| Material provided |
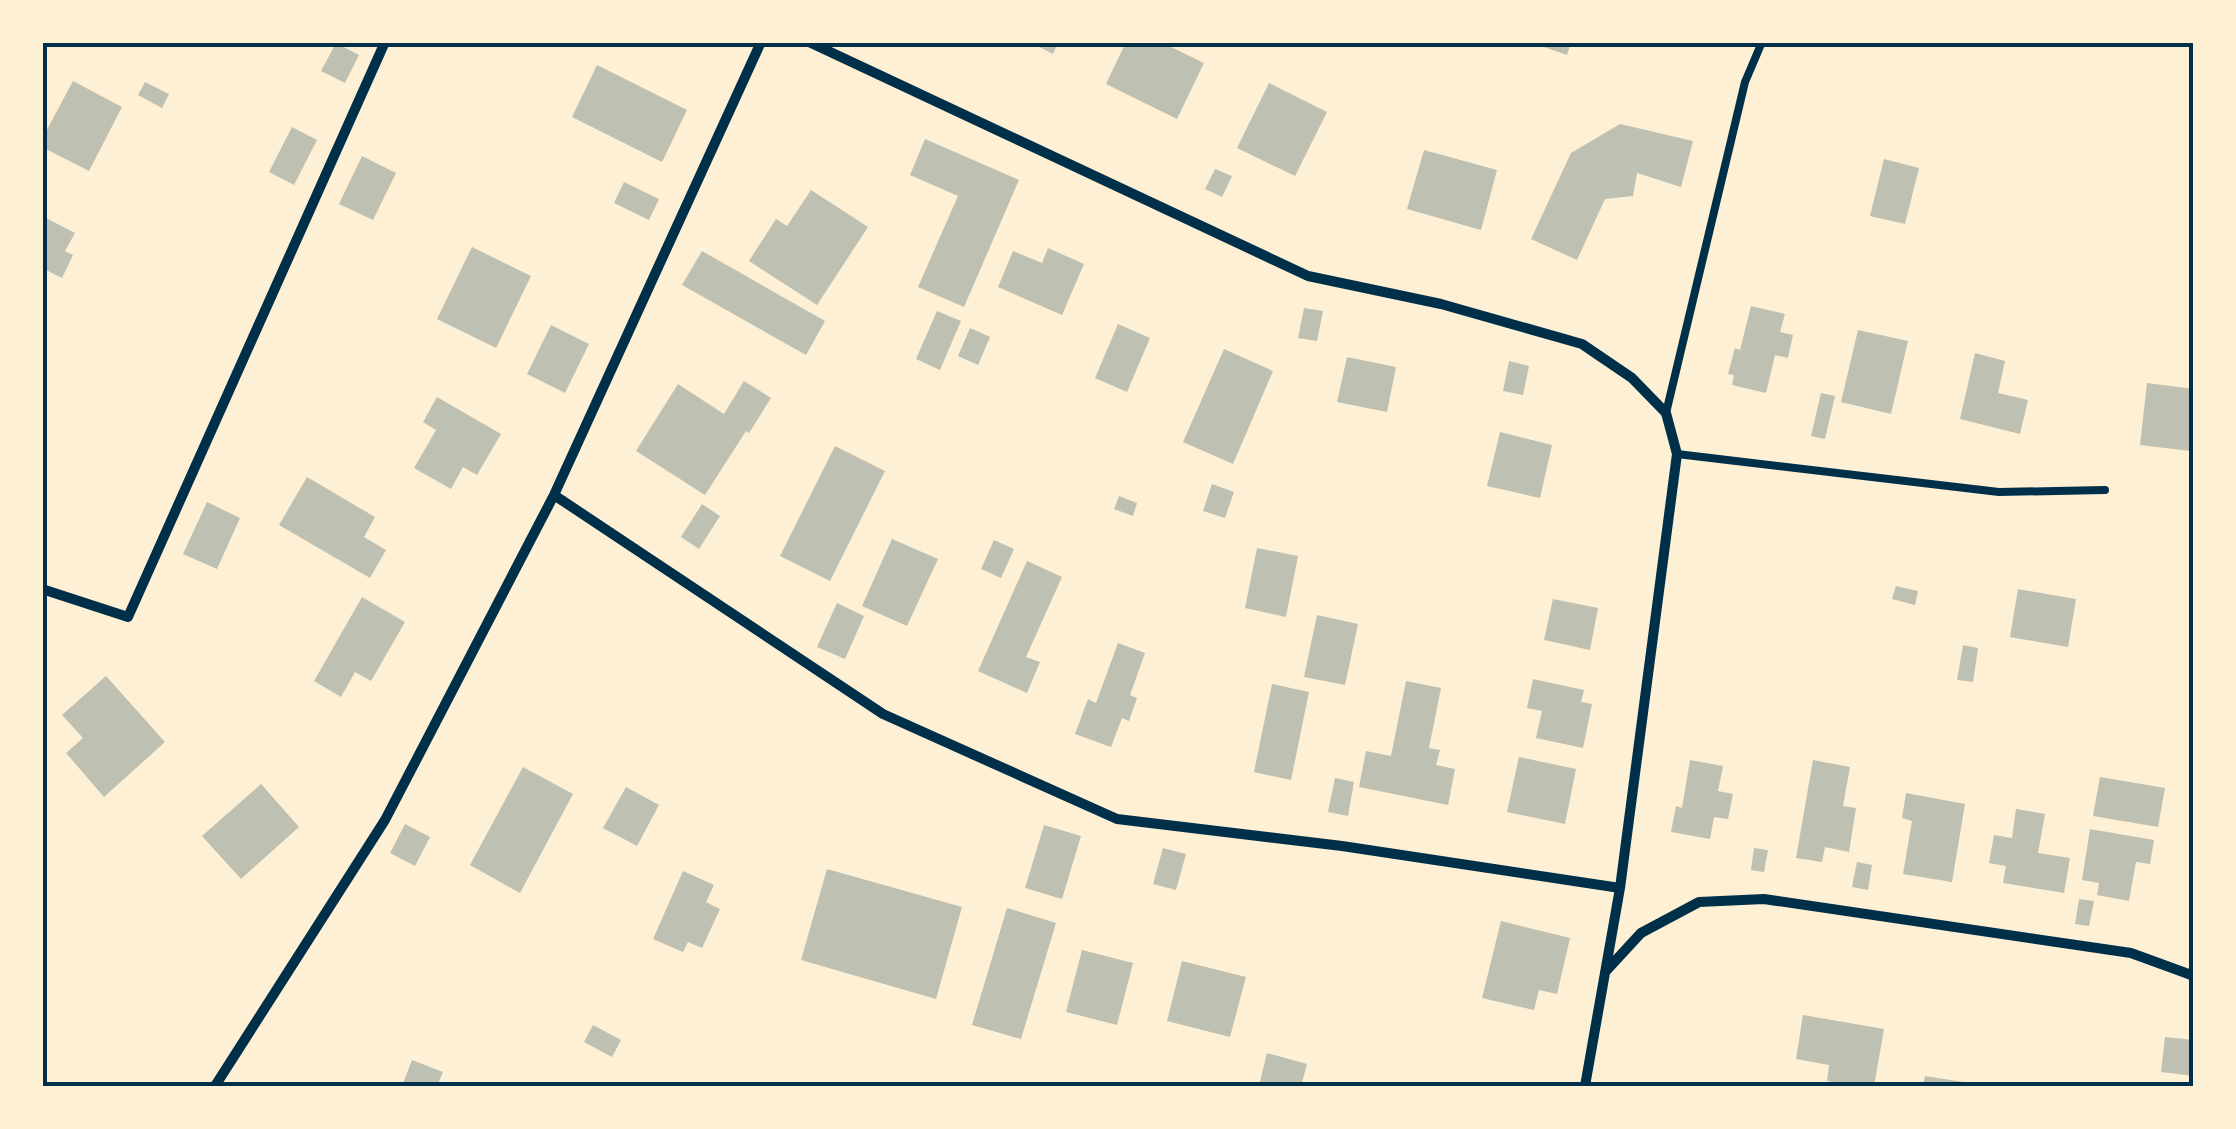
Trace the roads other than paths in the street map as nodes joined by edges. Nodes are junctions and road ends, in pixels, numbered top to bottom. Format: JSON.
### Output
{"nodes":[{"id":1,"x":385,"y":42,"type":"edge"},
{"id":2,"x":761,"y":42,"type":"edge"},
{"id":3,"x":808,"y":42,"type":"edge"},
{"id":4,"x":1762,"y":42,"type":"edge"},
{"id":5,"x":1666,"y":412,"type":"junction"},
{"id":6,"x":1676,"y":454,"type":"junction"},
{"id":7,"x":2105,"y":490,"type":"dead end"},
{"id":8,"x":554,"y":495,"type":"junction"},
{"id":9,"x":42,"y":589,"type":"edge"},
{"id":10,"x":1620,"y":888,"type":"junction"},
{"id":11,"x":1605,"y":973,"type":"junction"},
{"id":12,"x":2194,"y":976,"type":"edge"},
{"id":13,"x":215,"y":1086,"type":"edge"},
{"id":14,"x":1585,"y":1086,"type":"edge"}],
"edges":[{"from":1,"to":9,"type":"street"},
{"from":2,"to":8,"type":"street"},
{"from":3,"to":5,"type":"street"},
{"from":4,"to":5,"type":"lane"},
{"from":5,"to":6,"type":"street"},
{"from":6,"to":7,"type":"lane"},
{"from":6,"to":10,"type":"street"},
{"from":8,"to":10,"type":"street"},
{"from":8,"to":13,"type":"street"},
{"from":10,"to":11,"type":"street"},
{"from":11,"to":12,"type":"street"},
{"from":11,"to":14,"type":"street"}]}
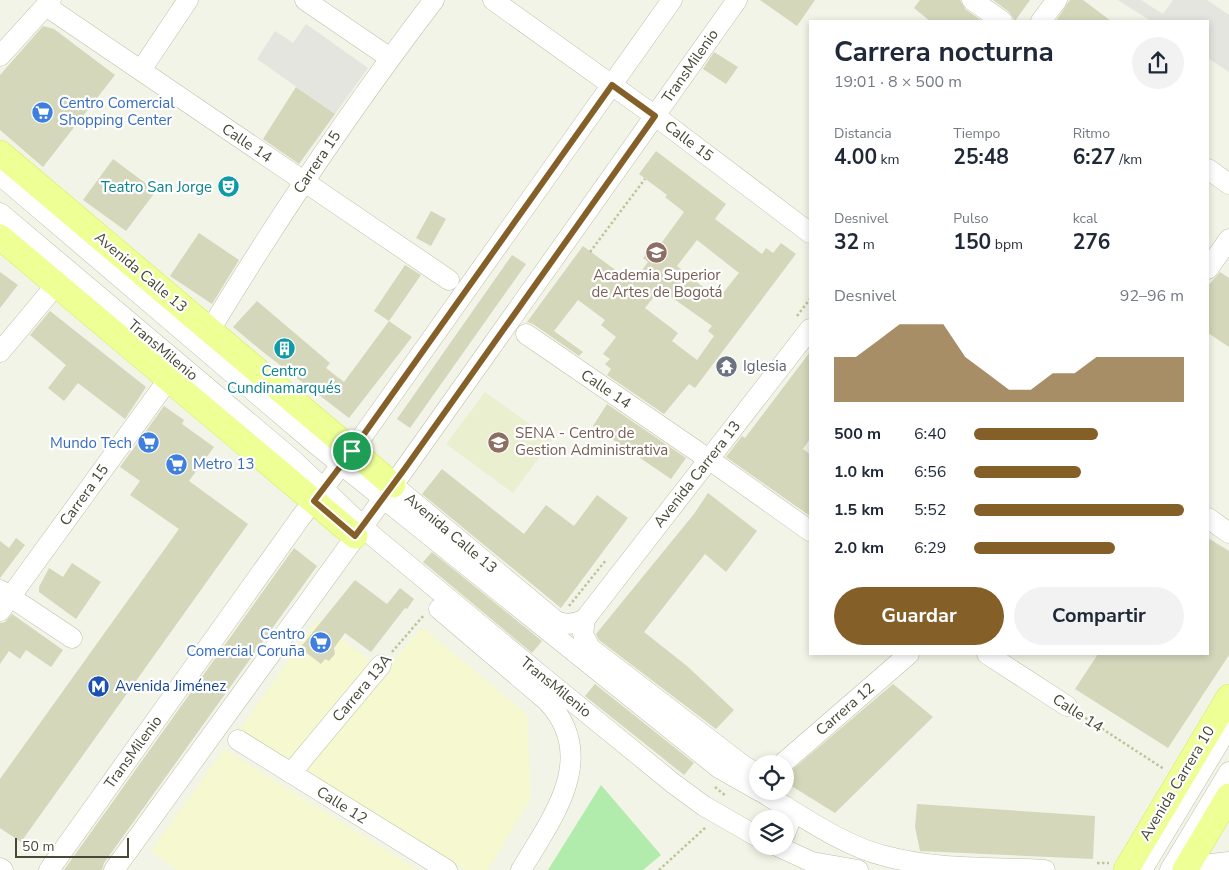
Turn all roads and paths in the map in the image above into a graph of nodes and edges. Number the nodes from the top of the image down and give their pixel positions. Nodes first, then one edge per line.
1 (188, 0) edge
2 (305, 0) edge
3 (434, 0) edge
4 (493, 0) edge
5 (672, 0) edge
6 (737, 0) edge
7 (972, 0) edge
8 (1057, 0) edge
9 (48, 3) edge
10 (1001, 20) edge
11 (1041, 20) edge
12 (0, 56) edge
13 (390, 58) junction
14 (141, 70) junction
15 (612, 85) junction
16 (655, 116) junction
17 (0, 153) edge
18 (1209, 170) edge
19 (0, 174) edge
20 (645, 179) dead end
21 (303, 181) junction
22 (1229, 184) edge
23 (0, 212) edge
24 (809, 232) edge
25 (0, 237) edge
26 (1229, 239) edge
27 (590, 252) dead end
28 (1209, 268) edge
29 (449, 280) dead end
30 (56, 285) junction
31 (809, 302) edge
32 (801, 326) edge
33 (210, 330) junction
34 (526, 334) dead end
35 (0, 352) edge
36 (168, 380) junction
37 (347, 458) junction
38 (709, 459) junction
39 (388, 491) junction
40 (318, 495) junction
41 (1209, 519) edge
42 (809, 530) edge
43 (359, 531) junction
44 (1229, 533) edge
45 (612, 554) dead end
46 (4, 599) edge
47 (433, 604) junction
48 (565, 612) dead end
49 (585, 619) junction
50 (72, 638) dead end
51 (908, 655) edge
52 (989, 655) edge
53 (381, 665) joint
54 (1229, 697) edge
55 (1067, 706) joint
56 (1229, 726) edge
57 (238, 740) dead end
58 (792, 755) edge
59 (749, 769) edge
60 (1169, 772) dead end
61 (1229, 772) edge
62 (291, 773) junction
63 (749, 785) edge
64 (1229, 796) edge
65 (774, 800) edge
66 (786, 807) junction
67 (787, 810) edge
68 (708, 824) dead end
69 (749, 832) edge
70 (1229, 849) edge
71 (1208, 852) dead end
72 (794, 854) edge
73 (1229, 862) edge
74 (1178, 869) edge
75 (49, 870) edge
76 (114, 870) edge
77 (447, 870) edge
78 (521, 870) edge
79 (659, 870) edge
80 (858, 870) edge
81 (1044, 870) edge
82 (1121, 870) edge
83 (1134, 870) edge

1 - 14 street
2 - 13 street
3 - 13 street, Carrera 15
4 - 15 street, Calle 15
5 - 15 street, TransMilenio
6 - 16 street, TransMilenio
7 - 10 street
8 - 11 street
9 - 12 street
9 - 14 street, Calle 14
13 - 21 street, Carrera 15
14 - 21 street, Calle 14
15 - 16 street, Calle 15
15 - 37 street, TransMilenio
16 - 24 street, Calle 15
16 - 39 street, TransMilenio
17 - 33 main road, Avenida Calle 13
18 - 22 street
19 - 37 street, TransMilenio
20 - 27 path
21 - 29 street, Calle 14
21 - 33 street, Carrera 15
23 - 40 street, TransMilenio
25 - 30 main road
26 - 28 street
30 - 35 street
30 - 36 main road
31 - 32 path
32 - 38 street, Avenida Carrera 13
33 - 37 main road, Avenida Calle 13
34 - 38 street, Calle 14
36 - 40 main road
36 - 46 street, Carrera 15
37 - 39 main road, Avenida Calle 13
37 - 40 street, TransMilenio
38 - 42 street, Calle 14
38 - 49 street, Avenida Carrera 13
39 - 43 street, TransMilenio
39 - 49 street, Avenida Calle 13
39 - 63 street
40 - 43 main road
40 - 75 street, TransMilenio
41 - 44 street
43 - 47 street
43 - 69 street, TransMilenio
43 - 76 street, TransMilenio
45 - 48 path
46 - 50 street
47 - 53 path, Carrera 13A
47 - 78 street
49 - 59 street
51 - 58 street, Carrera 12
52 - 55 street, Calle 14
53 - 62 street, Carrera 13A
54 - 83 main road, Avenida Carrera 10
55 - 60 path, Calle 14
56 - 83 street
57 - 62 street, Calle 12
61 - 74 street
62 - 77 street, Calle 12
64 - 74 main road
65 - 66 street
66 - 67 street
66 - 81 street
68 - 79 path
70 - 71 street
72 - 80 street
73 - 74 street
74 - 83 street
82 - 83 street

| Assigned task |
Reproduce, word for word, everything in the listing above except the pictures.

| Task output |
Trace the roads other than paths in the street map as nodes joined by edges. Nodes are junctions and road ends, in pixels, numbered top to bottom. Format: JSON.
### Output
{"nodes":[{"id":1,"x":385,"y":42,"type":"edge"},
{"id":2,"x":761,"y":42,"type":"edge"},
{"id":3,"x":808,"y":42,"type":"edge"},
{"id":4,"x":1762,"y":42,"type":"edge"},
{"id":5,"x":1666,"y":412,"type":"junction"},
{"id":6,"x":1676,"y":454,"type":"junction"},
{"id":7,"x":2105,"y":490,"type":"dead end"},
{"id":8,"x":554,"y":495,"type":"junction"},
{"id":9,"x":42,"y":589,"type":"edge"},
{"id":10,"x":1620,"y":888,"type":"junction"},
{"id":11,"x":1605,"y":973,"type":"junction"},
{"id":12,"x":2194,"y":976,"type":"edge"},
{"id":13,"x":215,"y":1086,"type":"edge"},
{"id":14,"x":1585,"y":1086,"type":"edge"}],
"edges":[{"from":1,"to":9,"type":"street"},
{"from":2,"to":8,"type":"street"},
{"from":3,"to":5,"type":"street"},
{"from":4,"to":5,"type":"lane"},
{"from":5,"to":6,"type":"street"},
{"from":6,"to":7,"type":"lane"},
{"from":6,"to":10,"type":"street"},
{"from":8,"to":10,"type":"street"},
{"from":8,"to":13,"type":"street"},
{"from":10,"to":11,"type":"street"},
{"from":11,"to":12,"type":"street"},
{"from":11,"to":14,"type":"street"}]}
Turn all roads and paths in the map in the image above into a graph of nodes and edges. Number the nodes from the top of the image down and give their pixel positions. Nodes first, then one edge per line.
1 (188, 0) edge
2 (305, 0) edge
3 (434, 0) edge
4 (493, 0) edge
5 (672, 0) edge
6 (737, 0) edge
7 (972, 0) edge
8 (1057, 0) edge
9 (48, 3) edge
10 (1001, 20) edge
11 (1041, 20) edge
12 (0, 56) edge
13 (390, 58) junction
14 (141, 70) junction
15 (612, 85) junction
16 (655, 116) junction
17 (0, 153) edge
18 (1209, 170) edge
19 (0, 174) edge
20 (645, 179) dead end
21 (303, 181) junction
22 (1229, 184) edge
23 (0, 212) edge
24 (809, 232) edge
25 (0, 237) edge
26 (1229, 239) edge
27 (590, 252) dead end
28 (1209, 268) edge
29 (449, 280) dead end
30 (56, 285) junction
31 (809, 302) edge
32 (801, 326) edge
33 (210, 330) junction
34 (526, 334) dead end
35 (0, 352) edge
36 (168, 380) junction
37 (347, 458) junction
38 (709, 459) junction
39 (388, 491) junction
40 (318, 495) junction
41 (1209, 519) edge
42 (809, 530) edge
43 (359, 531) junction
44 (1229, 533) edge
45 (612, 554) dead end
46 (4, 599) edge
47 (433, 604) junction
48 (565, 612) dead end
49 (585, 619) junction
50 (72, 638) dead end
51 (908, 655) edge
52 (989, 655) edge
53 (381, 665) joint
54 (1229, 697) edge
55 (1067, 706) joint
56 (1229, 726) edge
57 (238, 740) dead end
58 (792, 755) edge
59 (749, 769) edge
60 (1169, 772) dead end
61 (1229, 772) edge
62 (291, 773) junction
63 (749, 785) edge
64 (1229, 796) edge
65 (774, 800) edge
66 (786, 807) junction
67 (787, 810) edge
68 (708, 824) dead end
69 (749, 832) edge
70 (1229, 849) edge
71 (1208, 852) dead end
72 (794, 854) edge
73 (1229, 862) edge
74 (1178, 869) edge
75 (49, 870) edge
76 (114, 870) edge
77 (447, 870) edge
78 (521, 870) edge
79 (659, 870) edge
80 (858, 870) edge
81 (1044, 870) edge
82 (1121, 870) edge
83 (1134, 870) edge

1 - 14 street
2 - 13 street
3 - 13 street, Carrera 15
4 - 15 street, Calle 15
5 - 15 street, TransMilenio
6 - 16 street, TransMilenio
7 - 10 street
8 - 11 street
9 - 12 street
9 - 14 street, Calle 14
13 - 21 street, Carrera 15
14 - 21 street, Calle 14
15 - 16 street, Calle 15
15 - 37 street, TransMilenio
16 - 24 street, Calle 15
16 - 39 street, TransMilenio
17 - 33 main road, Avenida Calle 13
18 - 22 street
19 - 37 street, TransMilenio
20 - 27 path
21 - 29 street, Calle 14
21 - 33 street, Carrera 15
23 - 40 street, TransMilenio
25 - 30 main road
26 - 28 street
30 - 35 street
30 - 36 main road
31 - 32 path
32 - 38 street, Avenida Carrera 13
33 - 37 main road, Avenida Calle 13
34 - 38 street, Calle 14
36 - 40 main road
36 - 46 street, Carrera 15
37 - 39 main road, Avenida Calle 13
37 - 40 street, TransMilenio
38 - 42 street, Calle 14
38 - 49 street, Avenida Carrera 13
39 - 43 street, TransMilenio
39 - 49 street, Avenida Calle 13
39 - 63 street
40 - 43 main road
40 - 75 street, TransMilenio
41 - 44 street
43 - 47 street
43 - 69 street, TransMilenio
43 - 76 street, TransMilenio
45 - 48 path
46 - 50 street
47 - 53 path, Carrera 13A
47 - 78 street
49 - 59 street
51 - 58 street, Carrera 12
52 - 55 street, Calle 14
53 - 62 street, Carrera 13A
54 - 83 main road, Avenida Carrera 10
55 - 60 path, Calle 14
56 - 83 street
57 - 62 street, Calle 12
61 - 74 street
62 - 77 street, Calle 12
64 - 74 main road
65 - 66 street
66 - 67 street
66 - 81 street
68 - 79 path
70 - 71 street
72 - 80 street
73 - 74 street
74 - 83 street
82 - 83 street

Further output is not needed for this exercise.